▸ Records shown:
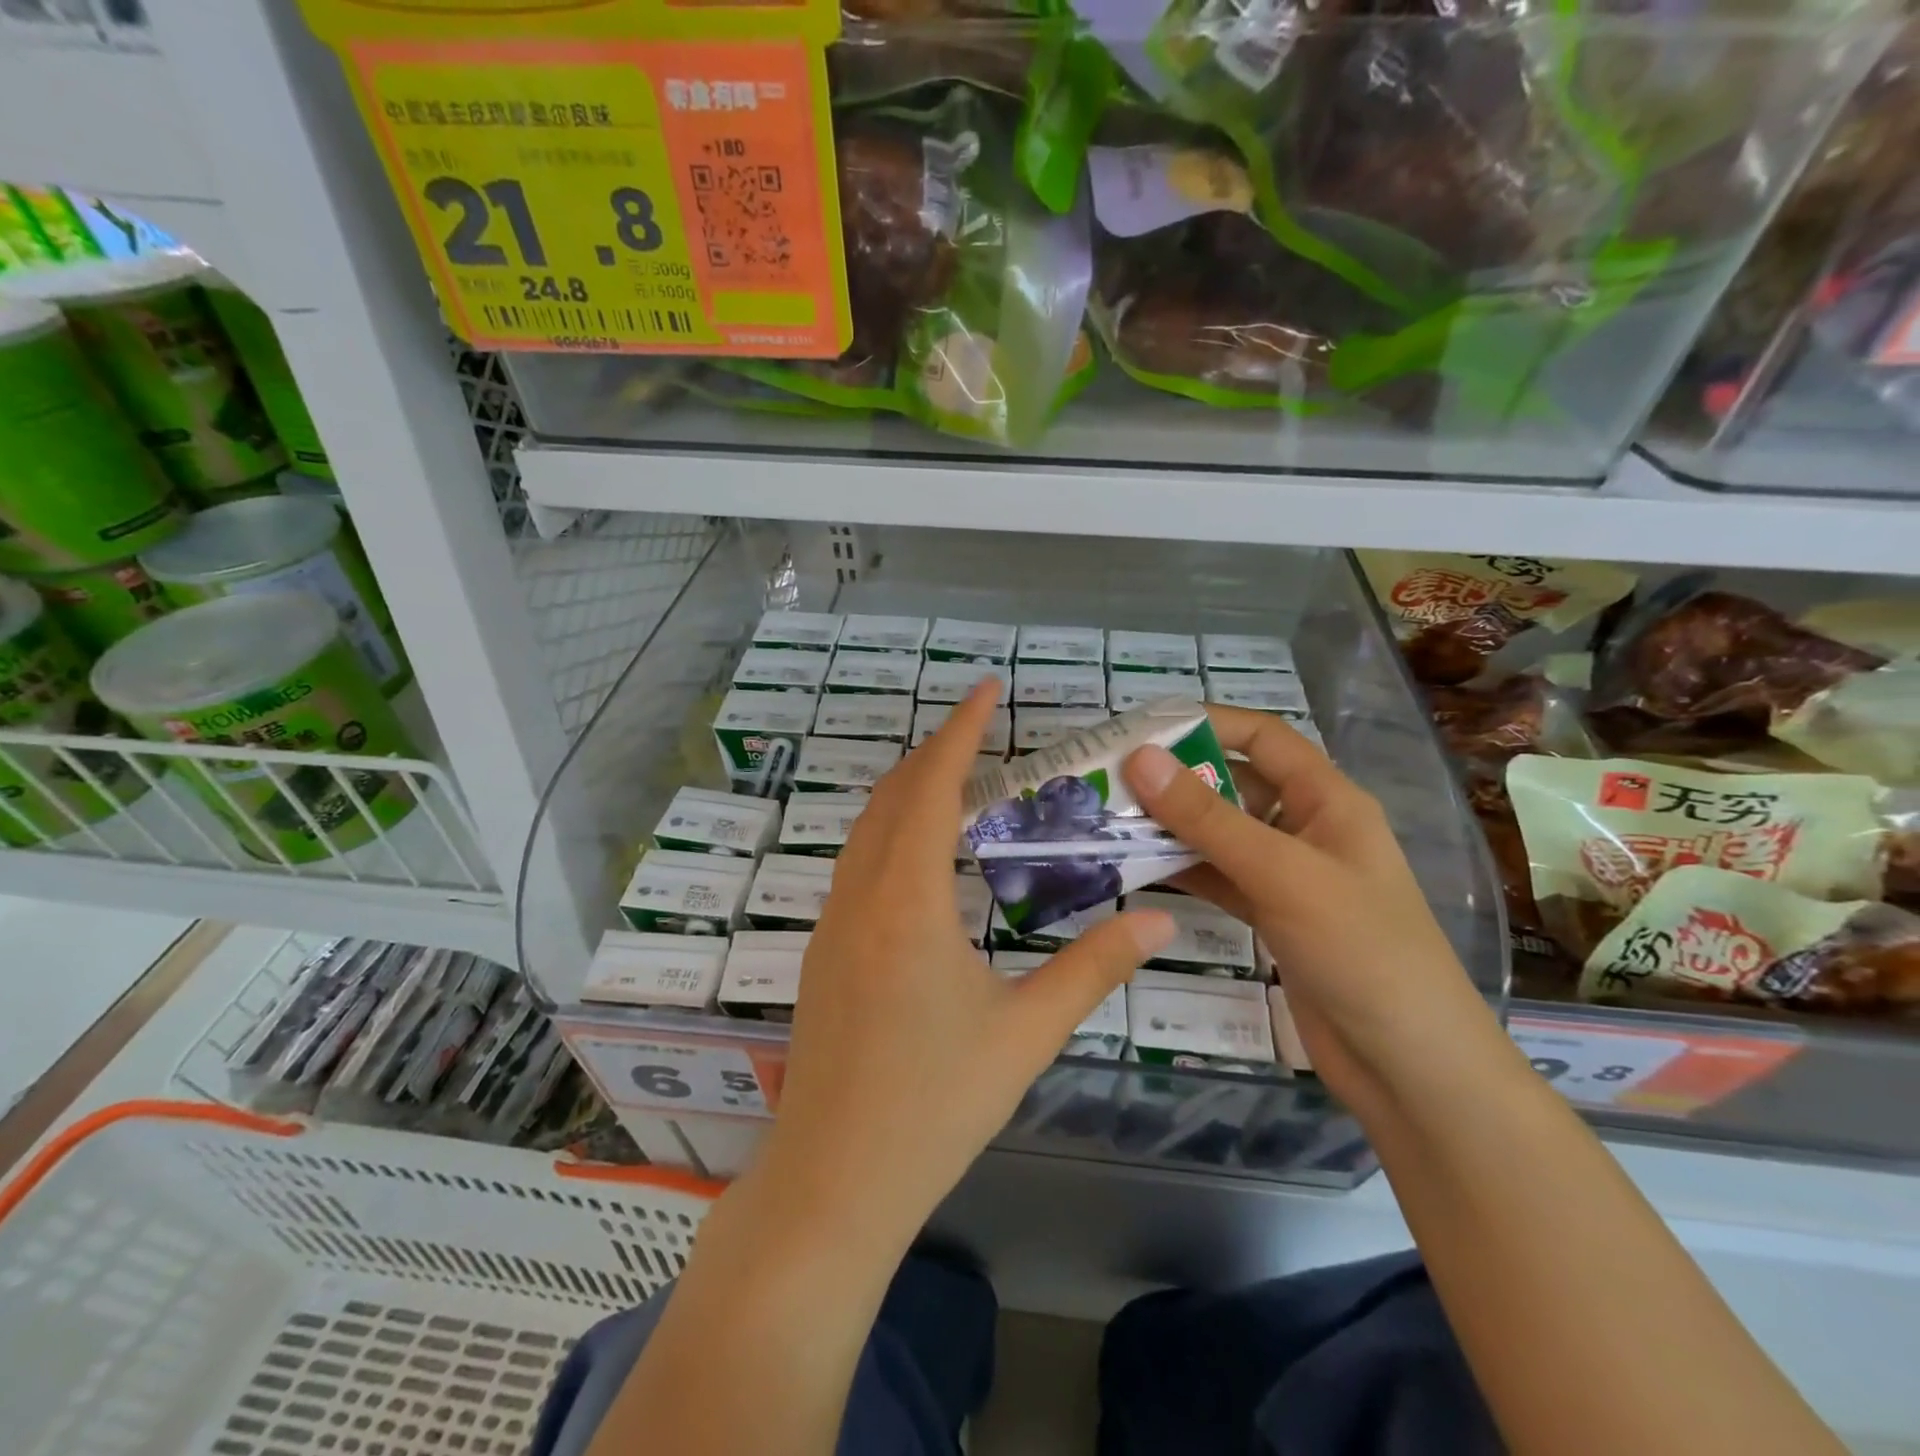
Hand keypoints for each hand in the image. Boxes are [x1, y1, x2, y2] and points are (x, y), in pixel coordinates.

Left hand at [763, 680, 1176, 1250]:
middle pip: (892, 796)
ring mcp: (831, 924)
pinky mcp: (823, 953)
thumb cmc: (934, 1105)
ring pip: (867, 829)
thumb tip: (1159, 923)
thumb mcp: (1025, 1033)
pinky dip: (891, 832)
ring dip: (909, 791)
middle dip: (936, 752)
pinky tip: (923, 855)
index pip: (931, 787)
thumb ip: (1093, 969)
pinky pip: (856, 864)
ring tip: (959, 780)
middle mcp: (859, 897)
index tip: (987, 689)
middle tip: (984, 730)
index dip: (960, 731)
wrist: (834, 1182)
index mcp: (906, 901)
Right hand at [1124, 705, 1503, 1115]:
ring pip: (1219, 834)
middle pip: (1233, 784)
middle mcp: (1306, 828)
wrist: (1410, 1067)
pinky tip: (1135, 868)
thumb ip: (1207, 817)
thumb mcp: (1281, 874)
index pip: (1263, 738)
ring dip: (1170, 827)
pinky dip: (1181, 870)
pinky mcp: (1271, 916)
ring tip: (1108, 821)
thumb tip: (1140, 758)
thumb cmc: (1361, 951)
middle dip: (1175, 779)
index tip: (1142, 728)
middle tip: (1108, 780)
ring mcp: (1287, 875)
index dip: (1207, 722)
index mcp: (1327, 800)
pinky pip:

▸ What you are asked to do:
Output the material word for word, omitting its pictures.

▸ Answer for the task:
Hand keypoints for each hand in the image. Boxes are [x1, y1, x2, y2] and points are (x, y), in pixel coordinates.

Left hand at [763, 680, 1176, 1250]:
middle pip: (892, 796)
ring mcp: (831, 924)
pinky mcp: (823, 953)
thumb cmc: (934, 1105)
ring pip: (867, 829)
thumb tip: (1159, 923)
thumb mcp: (1025, 1033)
pinky dip: (891, 832)
ring dip: (909, 791)
middle dip: (936, 752)
pinky tip: (923, 855)
index pip: (931, 787)
thumb ip: (1093, 969)
pinky pip: (856, 864)
ring tip: (959, 780)
middle mcp: (859, 897)
index tip: (987, 689)
middle tip: (984, 730)
index dip: (960, 731)
wrist: (834, 1182)
index mcp: (906, 901)
Right hand at [1124, 705, 1503, 1115]:
ring pip: (1219, 834)
middle pip: (1233, 784)
middle mcp: (1306, 828)
wrist: (1410, 1067)
pinky tip: (1135, 868)
thumb ip: (1207, 817)
thumb mcp: (1281, 874)
index pip: (1263, 738)
ring dip: (1170, 827)
pinky dip: (1181, 870)
pinky mcp: (1271, 916)
ring tip: (1108, 821)
thumb tip: (1140, 758)
thumb cmc: (1361, 951)
middle dip: (1175, 779)
index tip: (1142, 728)
middle tip: (1108, 780)
ring mcp: (1287, 875)
index dip: (1207, 722)
index mcp: (1327, 800)
pinky pip:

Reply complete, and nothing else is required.